Required work = Repeat each of these records exactly.

══ Entries shown

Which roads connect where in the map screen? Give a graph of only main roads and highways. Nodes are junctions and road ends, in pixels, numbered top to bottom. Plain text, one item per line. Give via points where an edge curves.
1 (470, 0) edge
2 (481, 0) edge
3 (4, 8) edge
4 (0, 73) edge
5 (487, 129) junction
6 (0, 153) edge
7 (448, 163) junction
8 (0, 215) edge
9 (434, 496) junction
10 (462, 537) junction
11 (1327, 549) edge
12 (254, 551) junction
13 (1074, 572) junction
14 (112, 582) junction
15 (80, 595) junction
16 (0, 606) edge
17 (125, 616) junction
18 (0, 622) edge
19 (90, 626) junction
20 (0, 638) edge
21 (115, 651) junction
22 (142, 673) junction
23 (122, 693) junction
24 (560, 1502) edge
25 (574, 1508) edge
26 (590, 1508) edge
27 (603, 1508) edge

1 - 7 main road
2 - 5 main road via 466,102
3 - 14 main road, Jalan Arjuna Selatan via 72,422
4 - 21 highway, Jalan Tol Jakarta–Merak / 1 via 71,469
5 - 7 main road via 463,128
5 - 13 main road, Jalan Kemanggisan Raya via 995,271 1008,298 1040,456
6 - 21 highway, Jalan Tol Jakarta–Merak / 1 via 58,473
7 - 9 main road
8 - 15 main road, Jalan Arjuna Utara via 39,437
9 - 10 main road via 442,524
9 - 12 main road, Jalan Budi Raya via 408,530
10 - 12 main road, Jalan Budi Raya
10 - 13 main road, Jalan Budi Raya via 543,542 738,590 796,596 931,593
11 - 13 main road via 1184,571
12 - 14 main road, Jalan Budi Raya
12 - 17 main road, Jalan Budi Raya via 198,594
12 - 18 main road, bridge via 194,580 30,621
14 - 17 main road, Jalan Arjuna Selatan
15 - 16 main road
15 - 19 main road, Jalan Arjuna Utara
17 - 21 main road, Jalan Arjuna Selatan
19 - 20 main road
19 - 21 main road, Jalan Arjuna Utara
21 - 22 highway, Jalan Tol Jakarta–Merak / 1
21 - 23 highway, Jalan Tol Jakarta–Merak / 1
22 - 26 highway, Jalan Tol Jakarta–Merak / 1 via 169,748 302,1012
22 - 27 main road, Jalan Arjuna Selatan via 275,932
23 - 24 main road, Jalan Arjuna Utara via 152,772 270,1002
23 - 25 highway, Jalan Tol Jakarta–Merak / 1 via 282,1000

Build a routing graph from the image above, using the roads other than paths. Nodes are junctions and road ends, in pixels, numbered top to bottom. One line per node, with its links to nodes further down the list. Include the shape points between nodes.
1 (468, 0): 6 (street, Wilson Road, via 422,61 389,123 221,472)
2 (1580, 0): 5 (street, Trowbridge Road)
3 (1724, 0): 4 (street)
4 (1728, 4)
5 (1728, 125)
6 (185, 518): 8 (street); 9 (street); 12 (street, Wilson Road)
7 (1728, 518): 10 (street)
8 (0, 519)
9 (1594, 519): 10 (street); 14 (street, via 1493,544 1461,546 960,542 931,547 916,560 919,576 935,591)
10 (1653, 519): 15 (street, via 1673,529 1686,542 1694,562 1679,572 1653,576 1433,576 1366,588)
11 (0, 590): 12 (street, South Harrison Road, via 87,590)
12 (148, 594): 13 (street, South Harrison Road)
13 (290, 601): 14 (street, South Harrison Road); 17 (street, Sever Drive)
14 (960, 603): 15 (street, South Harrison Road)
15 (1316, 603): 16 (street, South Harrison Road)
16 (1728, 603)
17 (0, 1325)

════

Task response =
Which roads connect where in the map screen? Give a graph of only main roads and highways. Nodes are junctions and road ends, in pixels, numbered top to bottom. Plain text, one item per line. Give via points where an edge curves.
1 (470, 0) edge
2 (481, 0) edge
3 (4, 8) edge
4 (0, 73) edge
5 (487, 129) junction
6 (0, 153) edge
7 (448, 163) junction
8 (0, 215) edge
9 (434, 496) junction
10 (462, 537) junction
11 (1327, 549) edge
12 (254, 551) junction
13 (1074, 572) junction
14 (112, 582) junction
15 (80, 595) junction
16 (0, 606) edge
17 (125, 616) junction
18 (0, 622) edge
19 (90, 626) junction
20 (0, 638) edge
21 (115, 651) junction
22 (142, 673) junction
23 (122, 693) junction
24 (560, 1502) edge
25 (574, 1508) edge
26 (590, 1508) edge
27 (603, 1508) edge

1 - 7 main road
2 - 5 main road via 466,102
3 - 14 main road, Jalan Arjuna Selatan via 72,422
4 - 21 highway, Jalan Tol Jakarta–Merak / 1 via 71,469
5 - 7 main road via 463,128
5 - 13 main road, Jalan Kemanggisan Raya via 995,271 1008,298 1040,456
6 - 21 highway, Jalan Tol Jakarta–Merak / 1 via 58,473
7 - 9 main road
8 - 15 main road, Jalan Arjuna Utara via 39,437
9 - 10 main road via 442,524
9 - 12 main road, Jalan Budi Raya via 408,530
10 - 12 main road, Jalan Budi Raya
10 - 13 main road, Jalan Budi Raya via 543,542 738,590 796,596 931,593
11 - 13 main road via 1184,571
12 - 14 main road, Jalan Budi Raya
12 - 17 main road, Jalan Budi Raya via 198,594
12 - 18 main road, bridge via 194,580 30,621
14 - 17 main road, Jalan Arjuna Selatan
15 - 16 main road
15 - 19 main road, Jalan Arjuna Utara
17 - 21 main road, Jalan Arjuna Selatan
19 - 20 main road
19 - 21 main road, Jalan Arjuna Utara
21 - 22 highway, Jalan Tol Jakarta–Merak / 1
21 - 23 highway, Jalan Tol Jakarta–Merak / 1
22 - 26 highway, Jalan Tol Jakarta–Merak / 1 via 169,748 302,1012
22 - 27 main road, Jalan Arjuna Selatan via 275,932
23 - 24 main road, Jalan Arjuna Utara via 152,772 270,1002
23 - 25 highway, Jalan Tol Jakarta–Merak / 1 via 282,1000

Build a routing graph from the image above, using the roads other than paths. Nodes are junctions and road ends, in pixels, numbered top to bottom. One line per node, with its links to nodes further down the list. Include the shape points between nodes.
1 (468, 0): 6 (street, Wilson Road, via 422,61 389,123 221,472)
2 (1580, 0): 5 (street, Trowbridge Road)
3 (1724, 0): 4 (street)
4 (1728, 4)
5 (1728, 125)
6 (185, 518): 8 (street); 9 (street); 12 (street, Wilson Road)
7 (1728, 518): 10 (street)
8 (0, 519)
9 (1594, 519): 10 (street); 14 (street, via 1493,544 1461,546 960,542 931,547 916,560 919,576 935,591)
10 (1653, 519): 15 (street, via 1673,529 1686,542 1694,562 1679,572 1653,576 1433,576 1366,588)
11 (0, 590): 12 (street, South Harrison Road, via 87,590)
12 (148, 594): 13 (street, South Harrison Road)
13 (290, 601): 14 (street, South Harrison Road); 17 (street, Sever Drive)
14 (960, 603): 15 (street, South Harrison Road)
15 (1316, 603): 16 (street, South Harrison Road)
16 (1728, 603)
17 (0, 1325)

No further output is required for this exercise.